Copyright © 2020 Alessandro Abbouda et al.

Entities:  

Year:  2020        PMID: 32082664      PMCID: PMC7008287          DOI: 10.1155/2020/4720819

Source DB:  PubMed          Journal:  Case Rep Ophthalmol Med


1. Introduction

Juvenile Idiopathic Arthritis (JIA) is the most common systemic disease associated with uveitis in childhood. A significant number of patients have already been affected by ocular complications at the time of the diagnosis of uveitis. The ocular complications and visual loss in these patients were investigated in several studies [1-10]. We reported a clinical series of three patients affected by long-term JIA-uveitis with a follow-up of 16 years who developed unusual retinal vessel pattern modifications localized around the optic disc.

2. Materials and Method

This study evaluated three patients with diagnosis of JIA-uveitis followed at the University of Rome “Sapienza” from 1998 to 2014. The patients were classified according to the criteria of the International League against Rheumatism (ILAR) [11] and with the International Uveitis Study Group recommendations (IUSG) [12]. Retinal vessels were analyzed with fluorescein angiography using Heidelberg Retinal Angiogram-2 (HRA-2; Heidelberg Engineering GmBH, Dossenheim, Germany) for two patients (cases 1 and 2) and the Topcon TRC-50LX retinal camera (Topcon Europe, The Netherlands) in one patient (case 3). A Spectralis Domain OCT (SD-OCT) (Spectralis Family Acquisition Module, V 5.1.6.0; Heidelberg Engineering, Heidelberg, Germany) was performed to evaluate vessel anatomy [13].

3. Case Presentation

Case 1 is a 29-year-old woman with bilateral uveitis onset at 5 years old associated with pauciarticular JIA diagnosed one year before. She referred to our centre at the age of six with bilateral cataract, band keratopathy, and glaucoma. Optic disc edema was detected by ocular B-scan echography. Anti-nuclear antibody (ANA) was positive (1 : 80) and rheumatoid factor (RF) negative. Haplotype HLA-B27 and DR11 antigens were absent. At the age of ten, phacoemulsification was performed in the right eye. During the follow-up, she developed several episodes of macular edema. To control eye inflammation, topical oral and peribulbar steroids were administered. Glaucoma was managed by topical drops. At 25 years old, right fundus examination underlined a sheathing-like aspect of vessels at the emergence of the optic disc. The left eye was not evaluable due to media opacities. Fundus photography, FA, and SD-OCT were performed (Figure 1).
Figure 1

Case 1. (a) Fundus photography confirmed visible sheathed vessels. (b) FA; posterior pole showed a normal appearance of vessel walls and flow; no sheathing or leakage of dye was observed at any time. Window effect appears in the foveal area due to atrophy of retinal pigment epithelium subsequent to chronic macular edema. (c) SD-OCT line scan showed very reflective vessel wall. The hyperreflection involves the entire vessel walls, and there is no difference in reflectivity between veins and arteries. Vessel lumen appears patent, and the internal hourglass configuration is blurred, but identifiable.

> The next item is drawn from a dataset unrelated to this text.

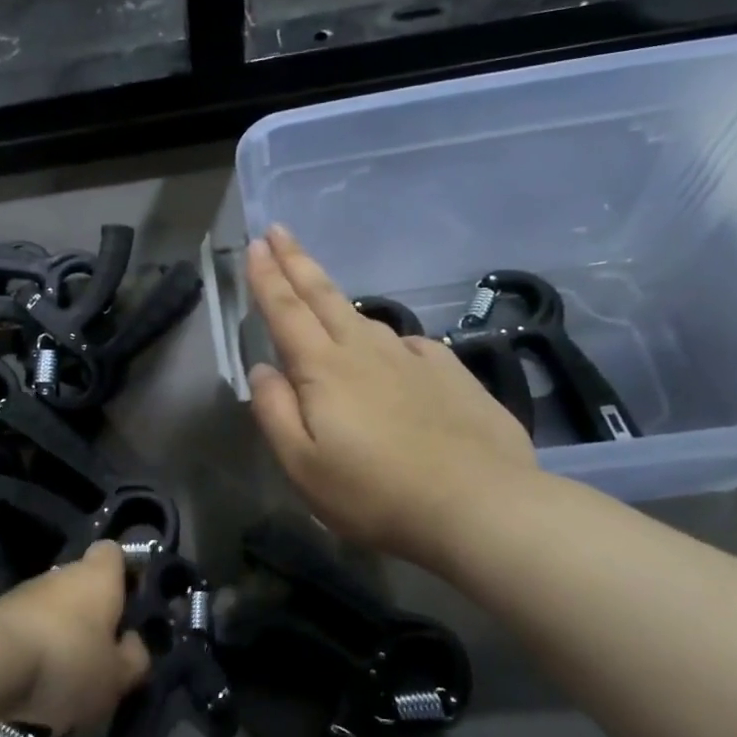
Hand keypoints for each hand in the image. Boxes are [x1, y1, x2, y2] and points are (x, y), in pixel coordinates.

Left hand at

Case 2 is a 21-year-old woman affected by bilateral JIA- uveitis associated to oligoarthritis since the age of six. She presented at our centre with bilateral cataracts, band keratopathy, and seclusio pupillae. ANA were positive (1 : 40) and RF negative. The haplotype HLA-B27 and DR11 antigens were positive. At the age of eight, she underwent cataract extraction by pars plana lensectomy with anterior vitrectomy in both eyes. At nine years old, she developed optic disc edema in both eyes with three months of interval between each one. At the age of eleven, macular edema was diagnosed in the left eye. She was treated with oral, topical, and periocular corticosteroids. When she was 21, fundus evaluation showed sheathed vessels emerging from the optic disc in both eyes (Figure 2).
Figure 2

Case 2. (a) Fundus photography described sheathed vessels emerging from the optic disc. (b) FA showed normal vessel walls and flow. (c) The vessel wall reflectivity seemed to be normal or slightly hyperreflective in the SD-OCT linear scan (red arrow).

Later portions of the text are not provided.